Data for the task: Begin

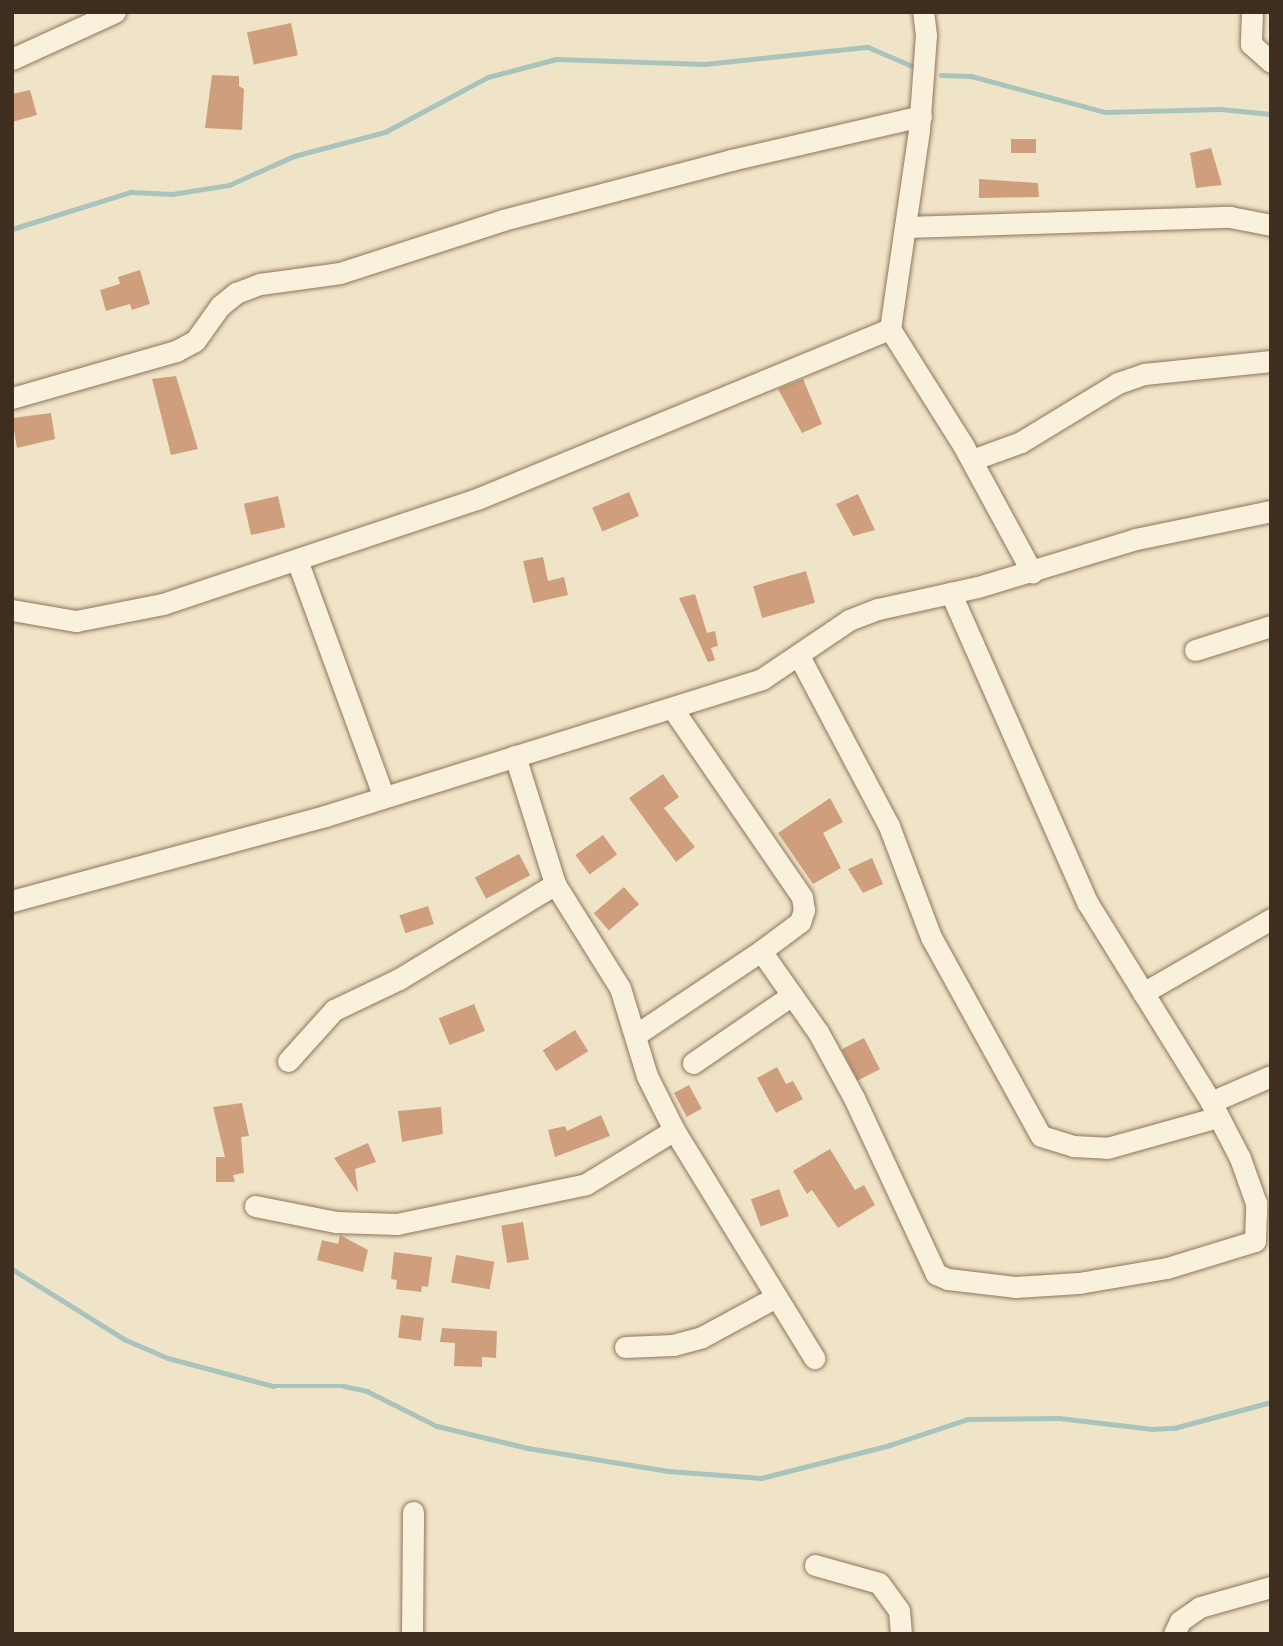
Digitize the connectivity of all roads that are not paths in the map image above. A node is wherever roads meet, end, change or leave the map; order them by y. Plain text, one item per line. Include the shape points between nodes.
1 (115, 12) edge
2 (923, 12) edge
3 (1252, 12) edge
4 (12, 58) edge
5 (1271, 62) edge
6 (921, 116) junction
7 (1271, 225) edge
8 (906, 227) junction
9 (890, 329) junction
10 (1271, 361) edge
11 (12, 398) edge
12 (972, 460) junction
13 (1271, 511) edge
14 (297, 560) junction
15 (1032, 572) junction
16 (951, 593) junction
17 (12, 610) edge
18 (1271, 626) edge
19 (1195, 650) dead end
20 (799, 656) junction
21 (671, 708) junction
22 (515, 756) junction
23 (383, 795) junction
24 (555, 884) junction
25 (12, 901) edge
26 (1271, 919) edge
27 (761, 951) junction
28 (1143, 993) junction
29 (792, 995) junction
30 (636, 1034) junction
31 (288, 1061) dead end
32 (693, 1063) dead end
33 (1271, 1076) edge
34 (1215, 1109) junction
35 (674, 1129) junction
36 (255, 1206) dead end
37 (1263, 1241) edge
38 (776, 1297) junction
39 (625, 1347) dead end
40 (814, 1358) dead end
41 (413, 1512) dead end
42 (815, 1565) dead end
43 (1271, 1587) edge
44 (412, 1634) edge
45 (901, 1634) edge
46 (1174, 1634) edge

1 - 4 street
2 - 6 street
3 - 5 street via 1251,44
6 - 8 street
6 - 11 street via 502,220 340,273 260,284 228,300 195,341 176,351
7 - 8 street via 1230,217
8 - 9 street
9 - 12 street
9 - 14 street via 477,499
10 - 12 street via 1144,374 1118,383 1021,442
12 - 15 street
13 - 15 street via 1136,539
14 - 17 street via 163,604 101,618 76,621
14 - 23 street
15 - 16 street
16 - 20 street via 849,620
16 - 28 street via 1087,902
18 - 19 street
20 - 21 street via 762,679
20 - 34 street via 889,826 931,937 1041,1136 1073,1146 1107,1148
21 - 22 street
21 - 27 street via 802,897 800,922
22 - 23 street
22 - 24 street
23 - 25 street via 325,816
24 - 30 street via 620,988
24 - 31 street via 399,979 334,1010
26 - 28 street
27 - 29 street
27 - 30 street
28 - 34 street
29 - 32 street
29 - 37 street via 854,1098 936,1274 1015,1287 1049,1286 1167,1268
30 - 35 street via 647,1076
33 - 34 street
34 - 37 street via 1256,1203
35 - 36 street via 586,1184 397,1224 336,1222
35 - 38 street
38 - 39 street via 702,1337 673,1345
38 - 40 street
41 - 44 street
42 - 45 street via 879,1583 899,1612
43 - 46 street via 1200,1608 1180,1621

Data for the task: End

• [Task prompt]: An exact reproduction of every record above is required, with no pictures included.

• [Task response]:
Digitize the connectivity of all roads that are not paths in the map image above. A node is wherever roads meet, end, change or leave the map; order them by y. Plain text, one item per line. Include the shape points between nodes.
1 (115, 12) edge
2 (923, 12) edge
3 (1252, 12) edge
4 (12, 58) edge
5 (1271, 62) edge
6 (921, 116) junction
7 (1271, 225) edge
8 (906, 227) junction
9 (890, 329) junction
10 (1271, 361) edge
11 (12, 398) edge
12 (972, 460) junction
13 (1271, 511) edge
14 (297, 560) junction
15 (1032, 572) junction
16 (951, 593) junction
17 (12, 610) edge
18 (1271, 626) edge
19 (1195, 650) dead end
20 (799, 656) junction
21 (671, 708) junction
22 (515, 756) junction
23 (383, 795) junction
24 (555, 884) junction
25 (12, 901) edge
26 (1271, 919) edge
27 (761, 951) junction
28 (1143, 993) junction
29 (792, 995) junction
30 (636, 1034) junction
31 (288, 1061) dead end
32 (693, 1063) dead end
33 (1271, 1076) edge
34 (1215, 1109) junction
35 (674, 1129) junction
36 (255, 1206) dead end
37 (1263, 1241) edge
38 (776, 1297) junction
39 (625, 1347) dead end
40 (814, 1358) dead end
41 (413, 1512) dead end
42 (815, 1565) dead end
43 (1271, 1587) edge
44 (412, 1634) edge
45 (901, 1634) edge
46 (1174, 1634) edge

1 - 4 street
2 - 6 street
3 - 5 street via 1251,44
6 - 8 street
6 - 11 street via 502,220 340,273 260,284 228,300 195,341 176,351
7 - 8 street via 1230,217
8 - 9 street
9 - 12 street
9 - 14 street via 477,499
10 - 12 street via 1144,374 1118,383 1021,442
12 - 15 street
13 - 15 street via 1136,539
14 - 17 street via 163,604 101,618 76,621
14 - 23 street
15 - 16 street
16 - 20 street via 849,620
16 - 28 street via 1087,902
18 - 19 street
20 - 21 street via 762,679
20 - 34 street via 889,826 931,937 1041,1136 1073,1146 1107,1148
21 - 22 street
21 - 27 street via 802,897 800,922
22 - 23 street
22 - 24 street
23 - 25 street via 325,816
24 - 30 street via 620,988
24 - 31 street via 399,979 334,1010
26 - 28 street
27 - 29 street
27 - 30 street
28 - 34 street
29 - 32 street
29 - 37 street via 854,1098 936,1274 1015,1287 1049,1286 1167,1268
30 - 35 street via 647,1076
33 - 34 street
34 - 37 street via 1256,1203
35 - 36 street via 586,1184 397,1224 336,1222
35 - 38 street
38 - 39 street via 702,1337 673,1345
38 - 40 street
41 - 44 street
42 - 45 street via 879,1583 899,1612
43 - 46 street via 1200,1608 1180,1621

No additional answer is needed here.